TO DO: Go through the entries below and pick out every line with "image".

SUPPLIED RECORDS:
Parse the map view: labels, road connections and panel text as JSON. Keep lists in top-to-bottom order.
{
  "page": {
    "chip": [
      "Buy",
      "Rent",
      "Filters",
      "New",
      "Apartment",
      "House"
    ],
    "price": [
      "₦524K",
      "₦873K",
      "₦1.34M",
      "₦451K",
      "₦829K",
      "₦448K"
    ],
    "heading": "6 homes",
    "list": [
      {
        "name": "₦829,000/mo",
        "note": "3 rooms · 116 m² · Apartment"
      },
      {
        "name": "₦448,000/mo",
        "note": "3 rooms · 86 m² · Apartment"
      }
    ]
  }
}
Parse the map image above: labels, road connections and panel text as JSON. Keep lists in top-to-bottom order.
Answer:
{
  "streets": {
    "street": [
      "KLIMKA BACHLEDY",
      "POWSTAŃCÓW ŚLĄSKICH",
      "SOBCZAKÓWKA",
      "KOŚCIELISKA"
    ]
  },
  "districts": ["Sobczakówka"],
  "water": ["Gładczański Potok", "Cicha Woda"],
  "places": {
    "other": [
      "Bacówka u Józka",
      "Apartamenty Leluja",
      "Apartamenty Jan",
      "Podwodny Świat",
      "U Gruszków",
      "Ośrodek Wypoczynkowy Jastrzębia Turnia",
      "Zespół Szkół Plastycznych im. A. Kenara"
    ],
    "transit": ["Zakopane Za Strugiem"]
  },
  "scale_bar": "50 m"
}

==

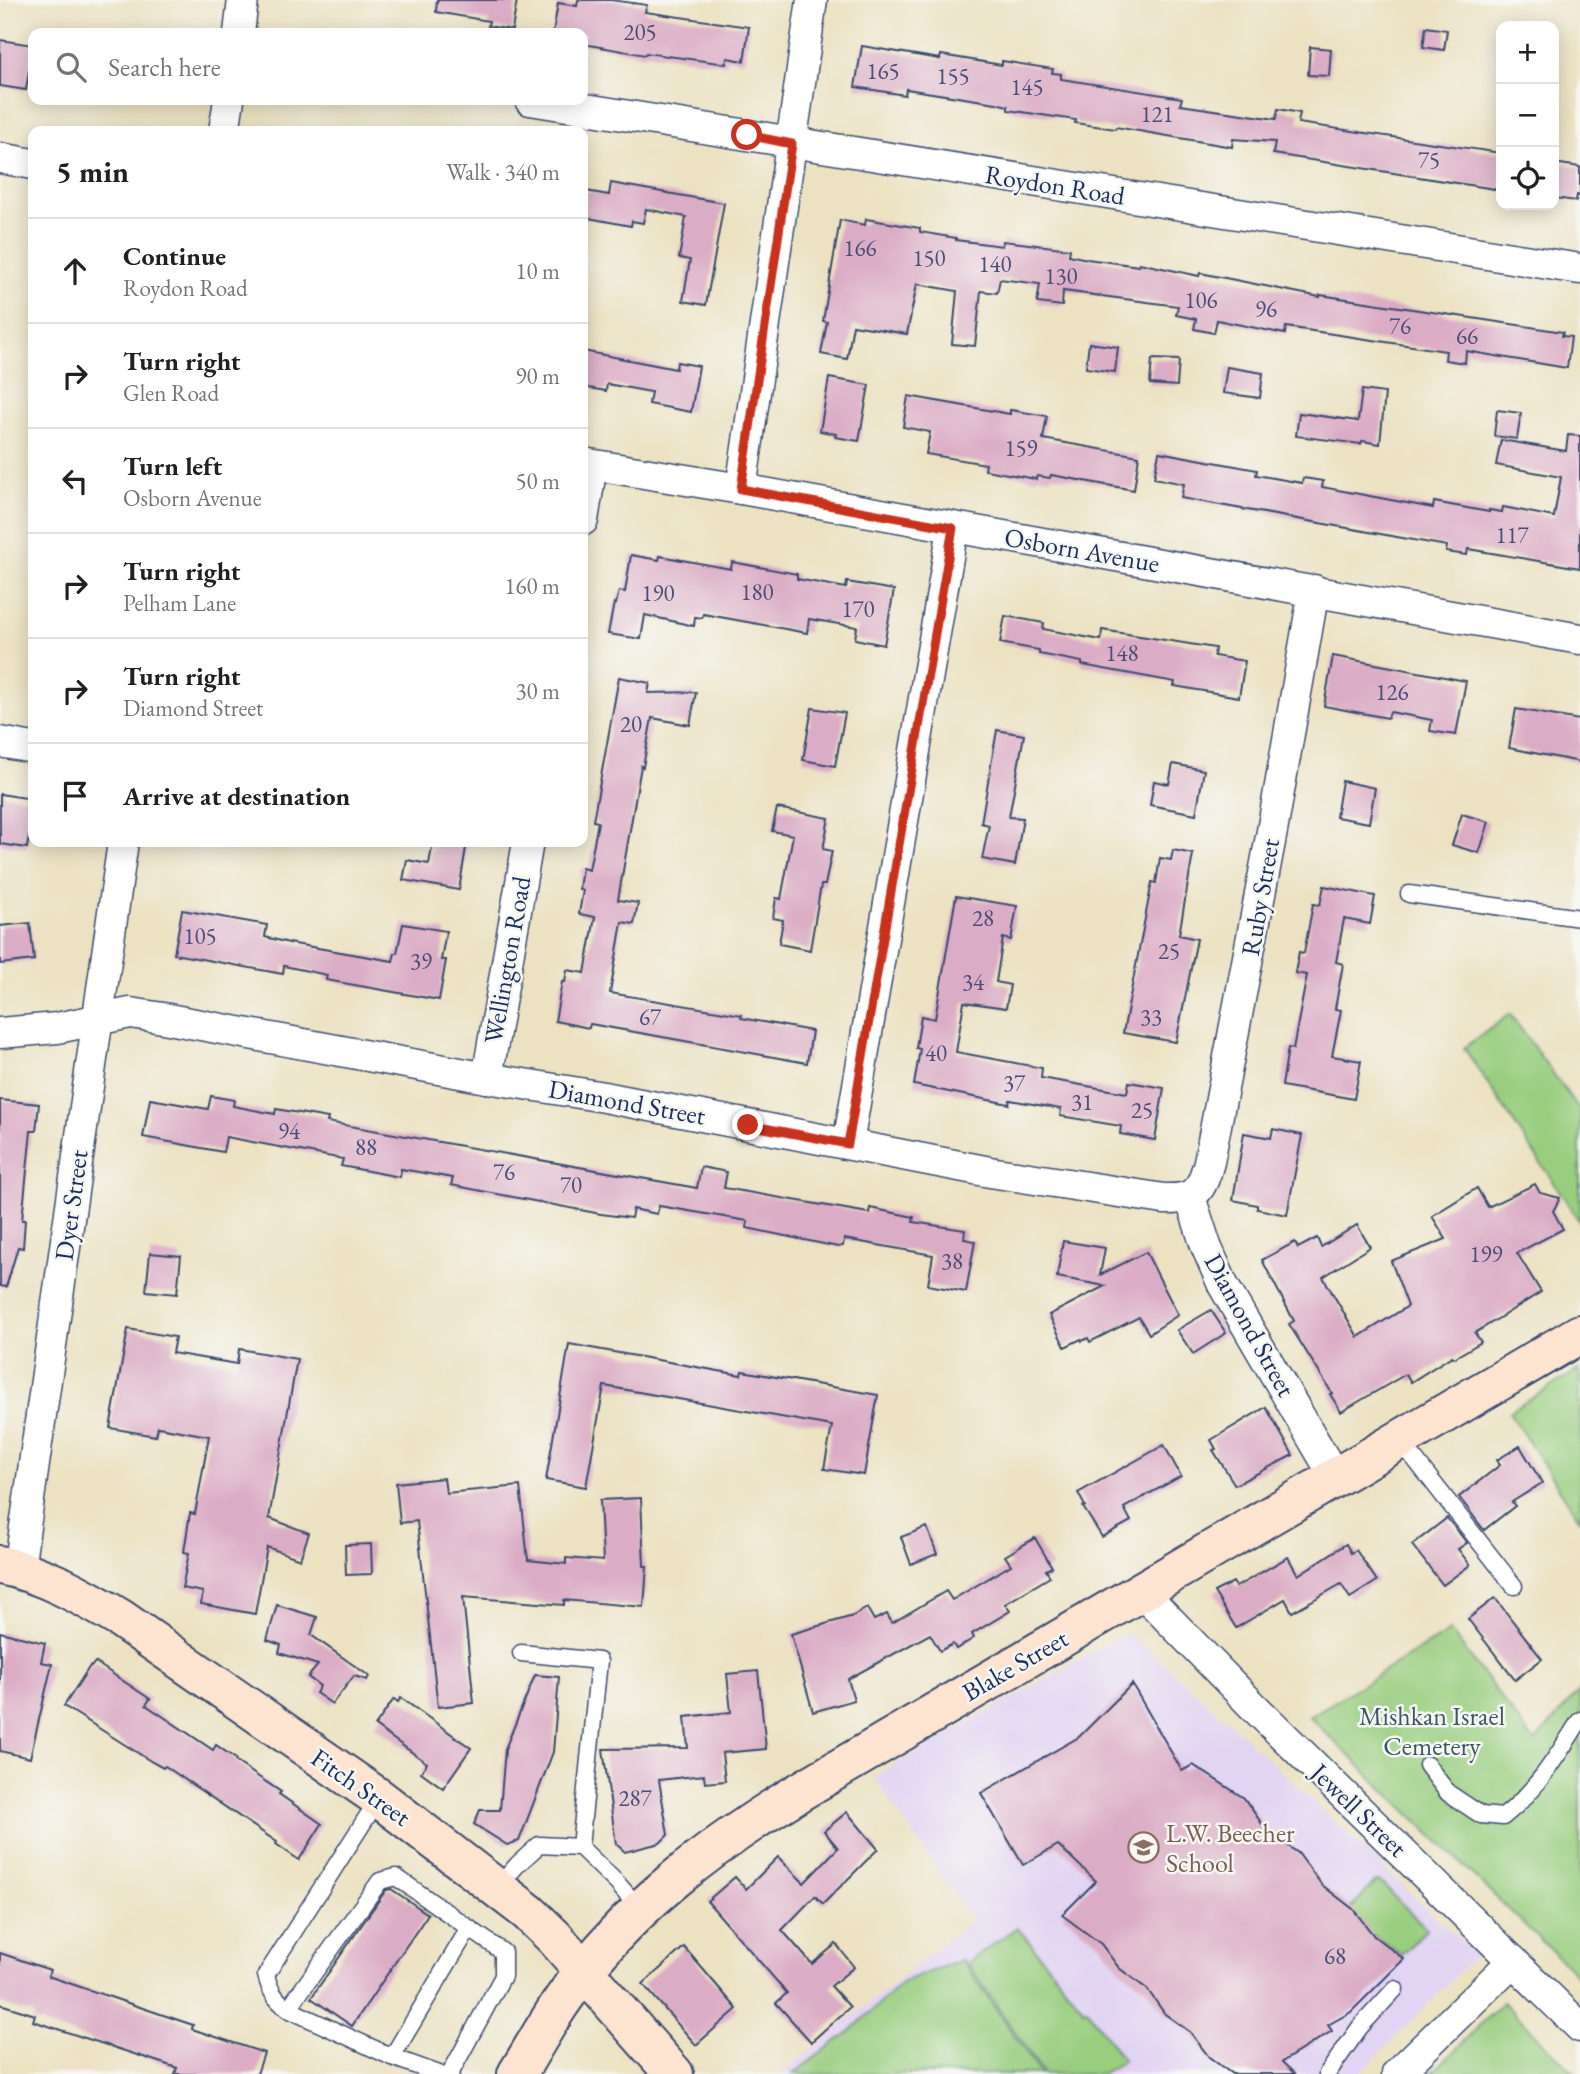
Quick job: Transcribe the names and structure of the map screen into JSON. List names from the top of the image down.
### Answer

SOLVED EXERCISE:
Parse the map image above: labels, road connections and panel text as JSON. Keep lists in top-to-bottom order.
Quick job: Transcribe the names and structure of the map screen into JSON. List names from the top of the image down.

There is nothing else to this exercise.